Nineteen people were killed on Aug. 18, while 24 people lost their lives on Aug. 19, Anadolu Agency reported.

A total of 122 people were killed in road accidents during the 10-day holiday last year.

In June this year, 67 people lost their lives and 341 were injured in road accidents across Turkey during Eid al-Fitr or Ramadan.

The country’s police force put more officers on duty to help ease the pains of heavy traffic and to control speeding, reckless drivers.

Units from the police’s traffic department also monitor activities on the roads via drones.

Busy airports

Not only roads but the country’s airports are also busy.
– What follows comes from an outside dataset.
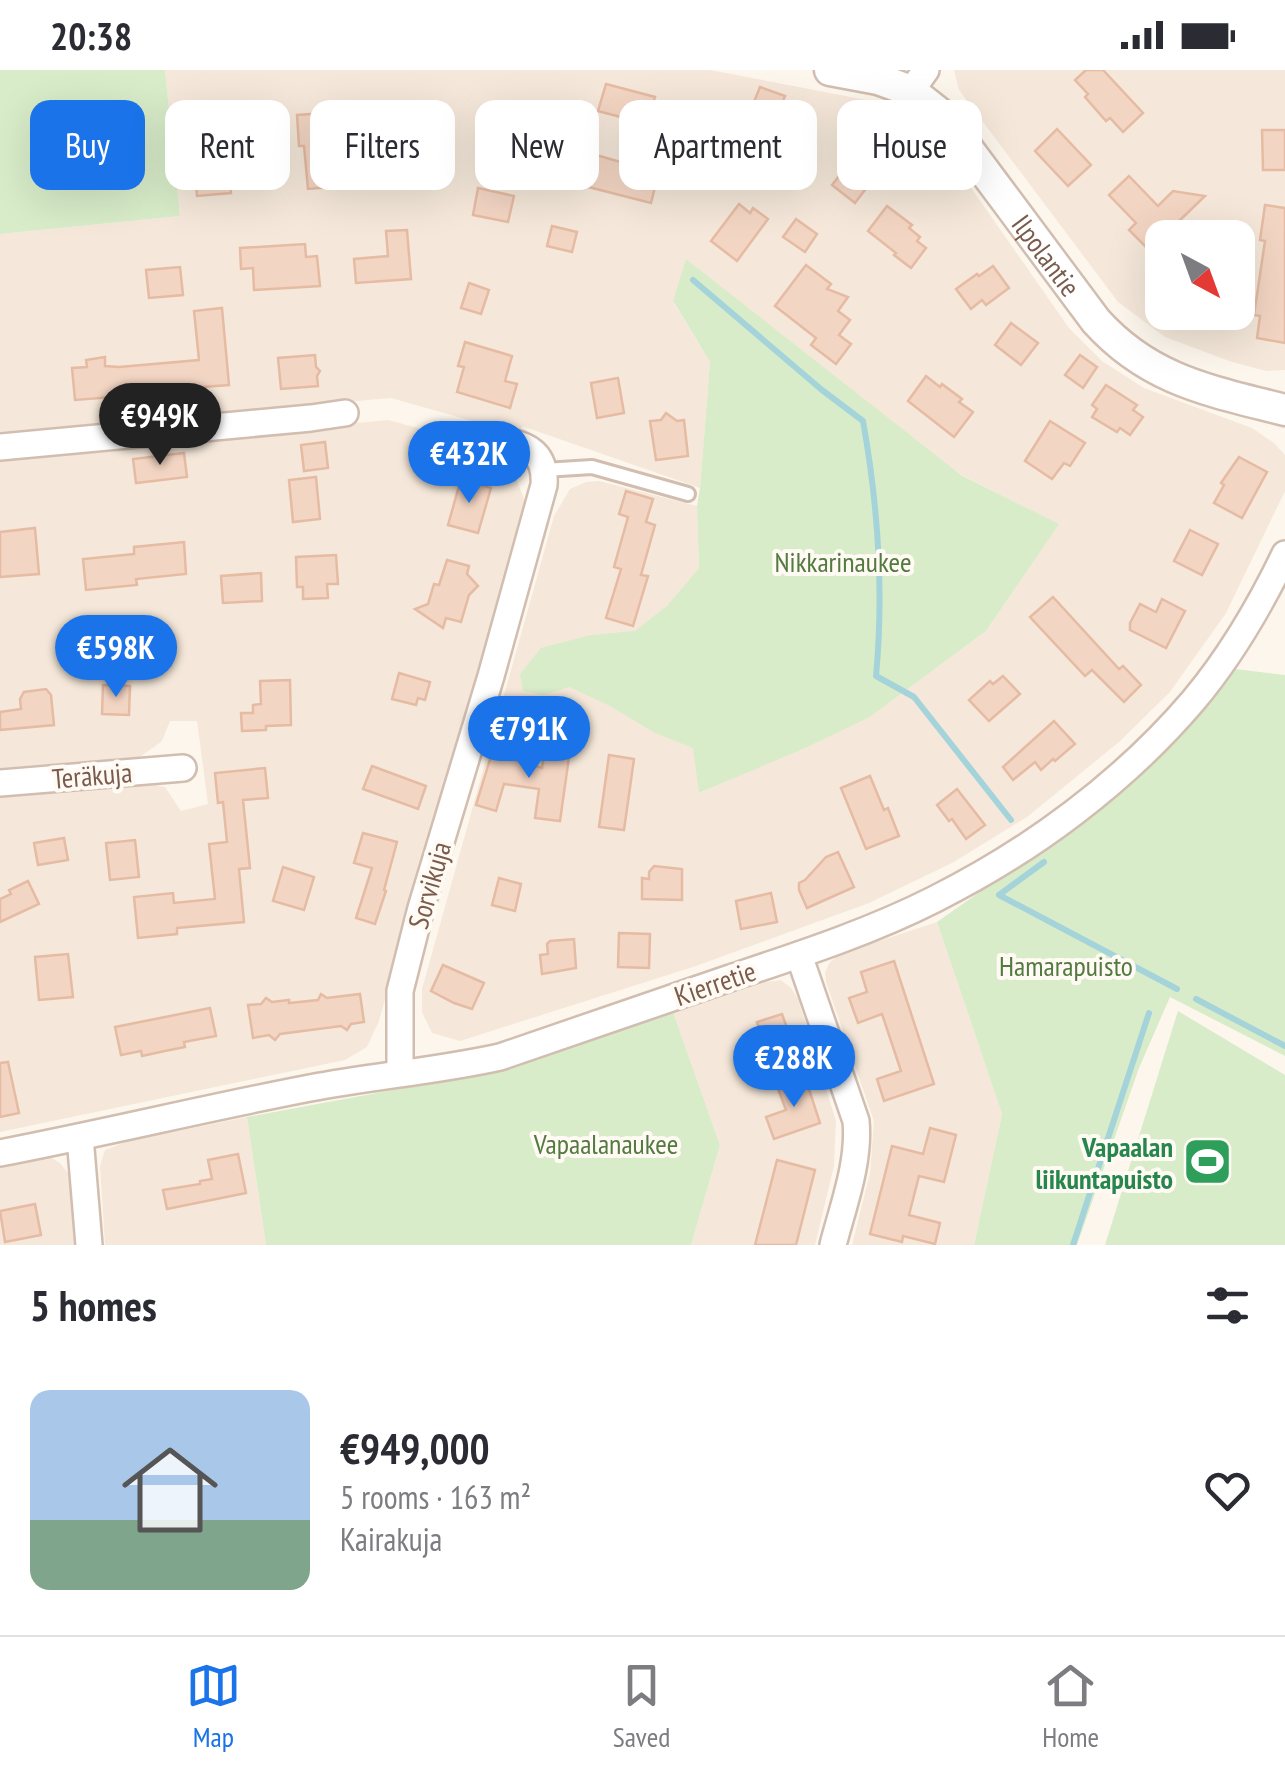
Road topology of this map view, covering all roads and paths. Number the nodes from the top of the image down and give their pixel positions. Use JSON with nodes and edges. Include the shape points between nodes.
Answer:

Turkish Airlines broke a new daily passenger record on Aug. 18, according to the chief executive office of the Turkish flag carrier.

“On Aug. 18, we made a historic record, we flew 253,000 passengers to their loved ones via 1,547 flights with 75 percent on-time departures,” Turkish Airlines CEO Bilal Ekşi wrote on Twitter.

Istanbul’s Atatürk Airport served a total of 230,000 passengers, including transit passengers, on Aug. 18 alone, Demirören News Agency reported.

Some 1,441 airplanes landed or took off from the airport that day.

According to the news agency, 54,000 people traveled abroad from Istanbul Atatürk Airport.

The airport in the popular tourism destination Antalya served 25,277 domestic and 128,305 international passengers on Aug. 18, Transportation and Infrastructure Minister Cahit Turan said.

Occupancy rates in southern province Antalya’s resort town of Alanya have hit 100 percent, sector players had said ahead of Eid al-Adha.

Many hotels have recently stopped sales activities as all their rooms were sold out due to strong demand from domestic and foreign tourists, Alanya Tourism Association (ALTİD) chair Burhan Sili told state-run Anadolu Agency on Aug. 11.

Meanwhile, vacationers are warned some shops and restaurants in holiday resort towns may try to exploit strong demand during the holiday.

Local media reported that a soft drink beverage sold for 2 Turkish Liras ($0.30) at a supermarket is sold at as much as 28 liras at some facilities on the beaches of the popular tourist destination of Bodrum.

The price of a bottle of water could go up to 16 liras and a glass of tea or a cup of tomato soup are sold at 18 liras and 23 liras, respectively.